Parfois qualifiée d’épidémie silencieuse, la stéatose hépatique est une maladie de son époque. «Elle ne peut être considérée comme silencieuse que si l’on occulte les problèmes de surpoids et d’obésité que l’on rencontre actuellement. Pour rappel, 35% de la population belge est en excès pondéral, avance le professeur Yves Horsmans, du service d’hépatologie des cliniques Saint-Luc. L’industrie alimentaire a poussé le sucre dans nos repas, et il est désormais très difficile de s’en passer. Elle a voulu nous faire croire que manger des œufs et du lard au petit-déjeuner, c’était mauvais, tout en encourageant les produits sucrés en remplacement. Cela se répercute aujourd’hui, avec des générations de personnes plus facilement en surpoids, donc plus à risque.»
Prendre le problème à temps
Si la «maladie du foie gras» peut rester discrète à ses débuts, ses complications peuvent devenir importantes. Une Nash peut mener à la fibrose hépatique –l’accumulation d’une quantité anormale de tissu cicatriciel dans le foie–, voire évoluer en cirrhose après plusieurs années. L’organe s’en trouve irréversiblement endommagé et le risque de cancer du foie est aggravé.

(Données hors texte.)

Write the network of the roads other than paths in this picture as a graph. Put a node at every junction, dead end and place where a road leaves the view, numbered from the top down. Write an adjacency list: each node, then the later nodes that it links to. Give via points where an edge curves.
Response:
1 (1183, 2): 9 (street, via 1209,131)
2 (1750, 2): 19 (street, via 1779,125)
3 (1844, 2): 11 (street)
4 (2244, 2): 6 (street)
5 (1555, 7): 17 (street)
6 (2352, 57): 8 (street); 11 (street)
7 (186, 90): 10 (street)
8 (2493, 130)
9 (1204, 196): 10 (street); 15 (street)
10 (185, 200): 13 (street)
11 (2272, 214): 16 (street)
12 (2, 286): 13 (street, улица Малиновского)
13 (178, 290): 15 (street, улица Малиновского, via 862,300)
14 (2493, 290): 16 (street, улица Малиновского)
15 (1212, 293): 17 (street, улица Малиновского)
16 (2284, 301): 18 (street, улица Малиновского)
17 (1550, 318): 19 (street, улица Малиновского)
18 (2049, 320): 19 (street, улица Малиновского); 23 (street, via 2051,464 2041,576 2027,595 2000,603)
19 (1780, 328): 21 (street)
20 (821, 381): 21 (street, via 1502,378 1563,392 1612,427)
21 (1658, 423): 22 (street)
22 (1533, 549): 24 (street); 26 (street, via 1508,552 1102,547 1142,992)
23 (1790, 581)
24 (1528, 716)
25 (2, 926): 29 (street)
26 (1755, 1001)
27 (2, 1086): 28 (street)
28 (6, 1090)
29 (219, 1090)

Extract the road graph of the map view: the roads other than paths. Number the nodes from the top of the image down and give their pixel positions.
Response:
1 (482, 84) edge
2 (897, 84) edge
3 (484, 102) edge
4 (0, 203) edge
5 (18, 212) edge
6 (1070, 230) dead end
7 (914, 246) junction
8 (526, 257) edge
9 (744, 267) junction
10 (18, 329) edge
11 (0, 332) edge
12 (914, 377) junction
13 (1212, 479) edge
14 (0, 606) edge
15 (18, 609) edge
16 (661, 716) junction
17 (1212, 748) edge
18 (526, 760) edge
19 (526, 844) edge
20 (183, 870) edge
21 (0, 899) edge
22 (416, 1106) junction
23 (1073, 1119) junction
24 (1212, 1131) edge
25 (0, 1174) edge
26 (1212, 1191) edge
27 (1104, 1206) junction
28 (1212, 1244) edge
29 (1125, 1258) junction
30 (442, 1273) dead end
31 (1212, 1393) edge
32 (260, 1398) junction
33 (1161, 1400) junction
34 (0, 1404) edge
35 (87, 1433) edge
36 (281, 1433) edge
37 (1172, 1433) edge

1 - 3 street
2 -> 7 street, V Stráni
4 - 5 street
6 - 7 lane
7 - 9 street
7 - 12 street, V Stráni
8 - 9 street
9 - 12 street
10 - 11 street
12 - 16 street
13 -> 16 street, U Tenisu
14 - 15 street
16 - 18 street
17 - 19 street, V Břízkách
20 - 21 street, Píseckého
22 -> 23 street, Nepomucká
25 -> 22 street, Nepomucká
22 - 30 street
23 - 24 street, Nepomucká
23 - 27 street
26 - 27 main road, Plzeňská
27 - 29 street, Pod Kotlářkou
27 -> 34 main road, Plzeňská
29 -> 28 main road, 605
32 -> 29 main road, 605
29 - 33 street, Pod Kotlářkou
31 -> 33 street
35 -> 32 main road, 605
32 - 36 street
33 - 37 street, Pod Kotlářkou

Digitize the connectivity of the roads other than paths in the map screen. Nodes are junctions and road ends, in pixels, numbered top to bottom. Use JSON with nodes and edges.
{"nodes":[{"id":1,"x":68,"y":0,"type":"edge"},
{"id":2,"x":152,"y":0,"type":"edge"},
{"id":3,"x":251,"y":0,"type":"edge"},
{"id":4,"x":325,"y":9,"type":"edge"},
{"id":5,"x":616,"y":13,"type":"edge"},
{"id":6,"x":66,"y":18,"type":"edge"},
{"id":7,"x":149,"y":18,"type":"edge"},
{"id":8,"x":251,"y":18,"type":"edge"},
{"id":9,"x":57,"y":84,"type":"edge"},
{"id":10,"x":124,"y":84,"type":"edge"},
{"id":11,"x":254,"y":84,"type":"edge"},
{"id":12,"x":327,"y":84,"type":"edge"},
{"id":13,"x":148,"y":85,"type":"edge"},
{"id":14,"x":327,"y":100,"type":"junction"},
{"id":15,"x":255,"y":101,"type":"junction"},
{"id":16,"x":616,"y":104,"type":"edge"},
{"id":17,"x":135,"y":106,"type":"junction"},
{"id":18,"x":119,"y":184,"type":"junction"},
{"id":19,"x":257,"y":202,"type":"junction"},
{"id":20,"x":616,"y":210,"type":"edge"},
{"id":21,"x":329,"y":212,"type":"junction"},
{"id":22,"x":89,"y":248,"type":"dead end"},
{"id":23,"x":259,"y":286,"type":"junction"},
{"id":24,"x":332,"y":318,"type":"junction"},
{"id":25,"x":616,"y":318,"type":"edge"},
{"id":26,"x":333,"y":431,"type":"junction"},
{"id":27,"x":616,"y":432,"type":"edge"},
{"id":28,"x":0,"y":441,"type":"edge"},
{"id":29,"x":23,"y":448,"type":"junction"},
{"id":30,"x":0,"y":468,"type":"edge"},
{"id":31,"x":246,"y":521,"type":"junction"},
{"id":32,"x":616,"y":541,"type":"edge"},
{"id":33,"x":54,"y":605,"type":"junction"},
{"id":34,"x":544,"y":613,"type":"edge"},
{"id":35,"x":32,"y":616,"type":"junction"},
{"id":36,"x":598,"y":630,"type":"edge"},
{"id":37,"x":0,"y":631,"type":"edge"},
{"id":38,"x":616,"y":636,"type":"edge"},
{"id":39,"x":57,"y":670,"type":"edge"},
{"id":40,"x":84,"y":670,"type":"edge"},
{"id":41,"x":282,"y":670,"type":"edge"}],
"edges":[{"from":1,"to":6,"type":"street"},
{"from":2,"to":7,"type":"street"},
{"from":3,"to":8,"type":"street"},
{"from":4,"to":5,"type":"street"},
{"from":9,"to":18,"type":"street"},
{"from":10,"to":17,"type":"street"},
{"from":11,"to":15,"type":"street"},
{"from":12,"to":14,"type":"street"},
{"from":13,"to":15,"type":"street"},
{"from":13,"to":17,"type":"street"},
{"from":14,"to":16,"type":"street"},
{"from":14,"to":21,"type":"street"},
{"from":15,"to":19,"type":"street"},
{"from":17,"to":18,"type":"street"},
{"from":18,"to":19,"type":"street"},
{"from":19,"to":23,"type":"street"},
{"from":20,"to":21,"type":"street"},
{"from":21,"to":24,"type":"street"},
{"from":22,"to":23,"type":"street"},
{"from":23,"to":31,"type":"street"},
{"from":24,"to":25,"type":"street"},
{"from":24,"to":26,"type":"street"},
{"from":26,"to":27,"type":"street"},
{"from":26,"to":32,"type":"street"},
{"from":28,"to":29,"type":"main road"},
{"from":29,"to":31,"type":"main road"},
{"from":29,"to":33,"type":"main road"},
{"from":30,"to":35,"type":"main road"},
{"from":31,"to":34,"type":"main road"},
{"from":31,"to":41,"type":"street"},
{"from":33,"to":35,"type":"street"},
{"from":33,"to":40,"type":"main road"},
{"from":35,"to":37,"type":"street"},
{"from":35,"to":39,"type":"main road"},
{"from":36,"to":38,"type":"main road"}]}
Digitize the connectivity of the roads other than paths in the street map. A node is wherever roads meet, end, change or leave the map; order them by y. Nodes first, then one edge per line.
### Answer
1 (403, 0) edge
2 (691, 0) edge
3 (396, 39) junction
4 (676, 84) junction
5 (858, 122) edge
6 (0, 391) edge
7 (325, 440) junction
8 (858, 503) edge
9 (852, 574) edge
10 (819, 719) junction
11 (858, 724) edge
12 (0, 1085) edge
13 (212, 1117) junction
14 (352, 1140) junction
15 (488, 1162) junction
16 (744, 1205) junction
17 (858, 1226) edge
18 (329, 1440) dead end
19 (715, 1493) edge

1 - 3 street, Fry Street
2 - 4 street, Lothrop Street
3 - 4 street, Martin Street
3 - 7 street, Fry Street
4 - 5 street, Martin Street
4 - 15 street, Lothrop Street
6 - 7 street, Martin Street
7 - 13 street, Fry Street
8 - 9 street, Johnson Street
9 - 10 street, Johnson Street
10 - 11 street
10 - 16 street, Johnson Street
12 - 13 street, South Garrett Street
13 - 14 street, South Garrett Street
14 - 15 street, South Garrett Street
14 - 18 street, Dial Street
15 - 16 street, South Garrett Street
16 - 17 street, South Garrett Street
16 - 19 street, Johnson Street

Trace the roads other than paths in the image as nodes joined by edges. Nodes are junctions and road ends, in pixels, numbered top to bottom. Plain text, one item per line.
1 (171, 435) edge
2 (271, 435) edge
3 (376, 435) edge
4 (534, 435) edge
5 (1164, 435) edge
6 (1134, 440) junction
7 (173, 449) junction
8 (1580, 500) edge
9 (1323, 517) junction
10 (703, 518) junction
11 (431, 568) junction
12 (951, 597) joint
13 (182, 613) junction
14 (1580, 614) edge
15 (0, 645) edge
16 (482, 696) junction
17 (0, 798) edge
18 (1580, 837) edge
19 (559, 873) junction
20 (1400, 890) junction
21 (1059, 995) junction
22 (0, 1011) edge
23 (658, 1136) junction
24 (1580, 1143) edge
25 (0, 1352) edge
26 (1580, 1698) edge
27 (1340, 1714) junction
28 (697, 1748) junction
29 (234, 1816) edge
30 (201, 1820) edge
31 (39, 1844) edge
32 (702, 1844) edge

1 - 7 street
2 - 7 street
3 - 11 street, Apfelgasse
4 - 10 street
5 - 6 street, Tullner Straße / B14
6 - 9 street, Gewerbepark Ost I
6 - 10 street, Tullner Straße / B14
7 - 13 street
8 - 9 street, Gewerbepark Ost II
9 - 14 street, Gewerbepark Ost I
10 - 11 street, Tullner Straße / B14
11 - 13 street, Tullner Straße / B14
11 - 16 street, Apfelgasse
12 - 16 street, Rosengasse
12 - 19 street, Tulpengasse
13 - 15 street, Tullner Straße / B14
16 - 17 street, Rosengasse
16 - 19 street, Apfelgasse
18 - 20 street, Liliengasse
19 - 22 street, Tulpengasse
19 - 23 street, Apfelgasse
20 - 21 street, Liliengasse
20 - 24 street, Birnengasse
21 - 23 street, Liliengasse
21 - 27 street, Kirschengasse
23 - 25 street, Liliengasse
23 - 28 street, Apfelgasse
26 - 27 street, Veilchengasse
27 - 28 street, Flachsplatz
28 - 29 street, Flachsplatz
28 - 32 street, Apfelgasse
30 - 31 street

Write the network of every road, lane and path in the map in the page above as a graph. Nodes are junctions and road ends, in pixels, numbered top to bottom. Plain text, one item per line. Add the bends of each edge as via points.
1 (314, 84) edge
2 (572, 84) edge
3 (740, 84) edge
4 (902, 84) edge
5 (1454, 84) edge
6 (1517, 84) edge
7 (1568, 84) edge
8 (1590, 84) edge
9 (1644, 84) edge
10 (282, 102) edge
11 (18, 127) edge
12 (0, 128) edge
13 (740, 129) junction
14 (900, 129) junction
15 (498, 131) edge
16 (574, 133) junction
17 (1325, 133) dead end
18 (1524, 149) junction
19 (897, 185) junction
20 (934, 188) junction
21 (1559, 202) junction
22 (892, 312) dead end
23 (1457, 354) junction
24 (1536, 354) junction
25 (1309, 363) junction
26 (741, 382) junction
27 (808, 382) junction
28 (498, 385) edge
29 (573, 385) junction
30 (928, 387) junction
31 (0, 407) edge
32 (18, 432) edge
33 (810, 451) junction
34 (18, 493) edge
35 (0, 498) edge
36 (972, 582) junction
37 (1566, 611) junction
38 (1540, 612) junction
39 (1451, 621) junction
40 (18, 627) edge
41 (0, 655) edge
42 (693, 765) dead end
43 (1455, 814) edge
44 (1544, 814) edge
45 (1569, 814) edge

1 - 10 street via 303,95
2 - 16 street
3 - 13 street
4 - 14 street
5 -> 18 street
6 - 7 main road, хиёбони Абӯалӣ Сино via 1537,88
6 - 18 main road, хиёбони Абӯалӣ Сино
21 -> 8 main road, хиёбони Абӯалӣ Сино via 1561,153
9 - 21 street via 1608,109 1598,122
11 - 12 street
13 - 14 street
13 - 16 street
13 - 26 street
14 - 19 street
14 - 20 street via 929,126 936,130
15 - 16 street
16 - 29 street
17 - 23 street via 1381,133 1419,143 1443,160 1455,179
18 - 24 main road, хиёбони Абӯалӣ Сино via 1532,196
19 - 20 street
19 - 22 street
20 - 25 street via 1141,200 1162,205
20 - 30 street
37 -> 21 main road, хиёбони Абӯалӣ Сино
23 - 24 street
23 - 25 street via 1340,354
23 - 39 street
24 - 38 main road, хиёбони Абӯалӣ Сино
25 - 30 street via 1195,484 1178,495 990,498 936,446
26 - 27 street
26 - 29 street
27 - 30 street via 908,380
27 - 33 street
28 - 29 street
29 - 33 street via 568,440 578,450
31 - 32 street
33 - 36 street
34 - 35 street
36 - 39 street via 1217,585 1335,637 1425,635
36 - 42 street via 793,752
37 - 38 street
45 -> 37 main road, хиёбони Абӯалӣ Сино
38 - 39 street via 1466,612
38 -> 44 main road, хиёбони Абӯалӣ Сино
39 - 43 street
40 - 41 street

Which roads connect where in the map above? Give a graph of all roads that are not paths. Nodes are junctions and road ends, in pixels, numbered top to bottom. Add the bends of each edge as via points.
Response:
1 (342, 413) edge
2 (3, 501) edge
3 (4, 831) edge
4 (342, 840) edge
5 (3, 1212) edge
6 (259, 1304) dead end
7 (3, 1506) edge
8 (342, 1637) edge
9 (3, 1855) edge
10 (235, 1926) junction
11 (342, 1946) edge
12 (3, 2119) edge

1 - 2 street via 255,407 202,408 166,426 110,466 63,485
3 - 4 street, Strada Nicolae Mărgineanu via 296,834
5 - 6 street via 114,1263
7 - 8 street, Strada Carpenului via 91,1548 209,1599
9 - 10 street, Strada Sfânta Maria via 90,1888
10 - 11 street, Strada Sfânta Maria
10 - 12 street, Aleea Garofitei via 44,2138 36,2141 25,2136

«Il faut du temps pour que cela évolue en cirrhose, et donc aussi pour développer un cancer. Mais les problèmes liés aux stéatoses augmentent nettement. Depuis maintenant quatre ou cinq ans, c’est devenu la première cause de transplantation aux Etats-Unis. Cela va arriver chez nous aussi», anticipe le professeur.
Le foie est pourtant un organe qui peut récupérer, se régénérer. D’où l’importance de prendre ce problème à temps. «Une fibrose hépatique débutante, voire modérée, est un phénomène réversible, en modifiant sa consommation d’alcool et/ou de sucre. Cela demande évidemment un effort, sur la durée, pour modifier son régime alimentaire, mais c’est possible. L’exercice physique a également un impact positif. On en revient au fait que les risques sont intimement liés à notre époque, où l’alcool n’est pas toujours vu comme un problème, sans parler de la sédentarité accrue et du télétravail, qui met à disposition en permanence tout ce qui est comestible dans nos armoires», poursuit le spécialiste des stéatoses hépatiques.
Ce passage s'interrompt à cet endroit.